Research in this area is rapidly gathering pace. In 2007 it was made an important discovery. Physicists have proposed a method of teleportation, which does not require entanglement. After all, this is the most difficult element of the quantum teleportation and if we can not use it, you can avoid a lot of associated problems.
So, that is the essence of this method–scientists take a beam of rubidium atoms, transfer all its information in a beam of light, send this ray of the fiber optic cable, and then recreate the original beam of atoms in a different place. Responsible for the study Dr. Aston Bradley called this method of classical teleportation.

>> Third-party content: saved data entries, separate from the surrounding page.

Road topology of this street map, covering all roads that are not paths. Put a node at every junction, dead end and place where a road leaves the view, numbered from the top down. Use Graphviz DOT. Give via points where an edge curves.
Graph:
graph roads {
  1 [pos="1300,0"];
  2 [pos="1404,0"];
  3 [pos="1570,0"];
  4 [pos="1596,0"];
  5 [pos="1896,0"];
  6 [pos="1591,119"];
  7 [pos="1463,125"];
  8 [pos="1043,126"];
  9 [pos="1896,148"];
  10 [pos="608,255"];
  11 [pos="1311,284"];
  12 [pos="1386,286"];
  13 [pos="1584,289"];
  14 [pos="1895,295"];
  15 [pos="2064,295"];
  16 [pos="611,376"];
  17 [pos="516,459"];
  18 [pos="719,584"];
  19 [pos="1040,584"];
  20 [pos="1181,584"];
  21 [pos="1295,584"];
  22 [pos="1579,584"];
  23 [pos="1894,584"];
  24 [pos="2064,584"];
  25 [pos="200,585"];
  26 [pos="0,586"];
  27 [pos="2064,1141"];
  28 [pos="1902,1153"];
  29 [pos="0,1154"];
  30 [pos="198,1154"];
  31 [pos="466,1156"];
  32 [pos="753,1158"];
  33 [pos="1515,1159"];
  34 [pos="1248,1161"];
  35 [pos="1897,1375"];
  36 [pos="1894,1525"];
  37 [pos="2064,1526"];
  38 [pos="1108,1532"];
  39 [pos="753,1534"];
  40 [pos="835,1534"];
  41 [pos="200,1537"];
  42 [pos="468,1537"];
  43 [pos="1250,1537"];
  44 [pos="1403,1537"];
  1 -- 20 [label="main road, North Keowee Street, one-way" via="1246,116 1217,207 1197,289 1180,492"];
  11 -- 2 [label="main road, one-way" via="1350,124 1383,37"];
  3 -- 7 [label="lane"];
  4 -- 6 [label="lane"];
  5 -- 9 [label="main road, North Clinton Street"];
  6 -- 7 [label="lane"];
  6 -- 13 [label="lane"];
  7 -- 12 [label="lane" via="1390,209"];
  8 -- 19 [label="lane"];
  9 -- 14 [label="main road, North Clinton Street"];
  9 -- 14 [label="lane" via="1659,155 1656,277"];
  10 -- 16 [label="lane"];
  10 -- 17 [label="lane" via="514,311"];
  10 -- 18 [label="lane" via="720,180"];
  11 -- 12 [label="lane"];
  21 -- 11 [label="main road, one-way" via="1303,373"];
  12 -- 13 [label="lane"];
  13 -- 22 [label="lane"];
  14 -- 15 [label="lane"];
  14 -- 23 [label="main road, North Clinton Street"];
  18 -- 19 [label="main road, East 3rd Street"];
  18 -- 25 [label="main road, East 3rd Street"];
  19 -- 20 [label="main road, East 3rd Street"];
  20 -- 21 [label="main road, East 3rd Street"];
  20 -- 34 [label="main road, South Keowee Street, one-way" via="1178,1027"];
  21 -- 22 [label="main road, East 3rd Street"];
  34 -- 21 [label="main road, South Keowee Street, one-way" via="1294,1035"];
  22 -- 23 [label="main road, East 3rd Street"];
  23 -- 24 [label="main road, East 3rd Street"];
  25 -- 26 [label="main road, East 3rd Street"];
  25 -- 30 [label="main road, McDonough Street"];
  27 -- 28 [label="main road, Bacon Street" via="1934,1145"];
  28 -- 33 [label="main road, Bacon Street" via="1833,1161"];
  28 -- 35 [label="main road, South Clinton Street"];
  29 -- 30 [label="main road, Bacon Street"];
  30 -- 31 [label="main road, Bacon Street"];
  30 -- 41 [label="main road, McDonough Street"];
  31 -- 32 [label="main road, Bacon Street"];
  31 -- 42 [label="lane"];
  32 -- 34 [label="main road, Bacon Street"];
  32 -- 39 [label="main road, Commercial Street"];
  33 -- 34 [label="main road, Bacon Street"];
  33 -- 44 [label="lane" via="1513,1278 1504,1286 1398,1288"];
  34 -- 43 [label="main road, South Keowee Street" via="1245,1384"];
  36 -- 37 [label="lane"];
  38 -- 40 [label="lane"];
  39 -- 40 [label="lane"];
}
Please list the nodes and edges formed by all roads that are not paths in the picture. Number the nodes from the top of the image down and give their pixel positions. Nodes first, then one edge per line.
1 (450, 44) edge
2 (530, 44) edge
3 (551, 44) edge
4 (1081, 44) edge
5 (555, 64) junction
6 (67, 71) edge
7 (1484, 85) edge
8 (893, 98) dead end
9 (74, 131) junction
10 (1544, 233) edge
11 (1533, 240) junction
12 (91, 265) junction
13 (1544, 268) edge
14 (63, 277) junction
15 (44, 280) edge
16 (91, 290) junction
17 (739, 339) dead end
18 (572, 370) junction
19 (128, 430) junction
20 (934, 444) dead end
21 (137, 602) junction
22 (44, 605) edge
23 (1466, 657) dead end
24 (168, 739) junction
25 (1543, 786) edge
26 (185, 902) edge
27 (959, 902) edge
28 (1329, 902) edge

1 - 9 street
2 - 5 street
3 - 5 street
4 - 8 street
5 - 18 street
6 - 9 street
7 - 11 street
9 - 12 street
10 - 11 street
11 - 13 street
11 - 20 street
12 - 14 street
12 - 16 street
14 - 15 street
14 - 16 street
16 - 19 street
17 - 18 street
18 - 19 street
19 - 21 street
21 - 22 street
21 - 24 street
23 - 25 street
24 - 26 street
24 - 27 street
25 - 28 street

But, what makes this method possible? It can occur because of the recently discovered state of matter, “Bose-Einstein condensate”, or KBE (The picture on the left, he promoted in elliptical trap). This is one of the coldest substances in the universe. In nature, the lowest temperature can be found in space: 3 Kelvin, ie three degrees above absolute zero. This is due to the residual heat of the Big Bang, which still fills the universe. But there is a KBE from a millionth to a billionth of a degree above absolute zero. This temperature can only be obtained in the laboratory.
When a substance is cooled to state KBE, all atoms fall down to the lowest energy level and begin to vibrate in unison (are coherent). The wave functions of these atoms overlap, so in some ways resembles a giant KBE “sverhatom.” The existence of this substance predicted by Einstein and Bose Shatendranat in 1925., But the condensate was discovered only in 1995 in the laboratories of the Massachusetts Institute of Technology and the University of Colorado.
So now let us consider the principle of teleportation with KBE. Initially recruited superordinate substance of rubidium atoms in a state KBE. Then on this route normally KBE rubidium atoms, electrons, which are also beginning to fall to the lowest energy level, emitting rays of light, which in turn are passed by fiber. Moreover, this ray contains all the necessary information to describe the substance of the original beam. After passing through the cable, the light beam falls into a different KBE, which converts it to an initial flow of matter.
Scientists believe that this method is very promising, but it has its own problems. For example KBE very difficult to obtain, even in the laboratory.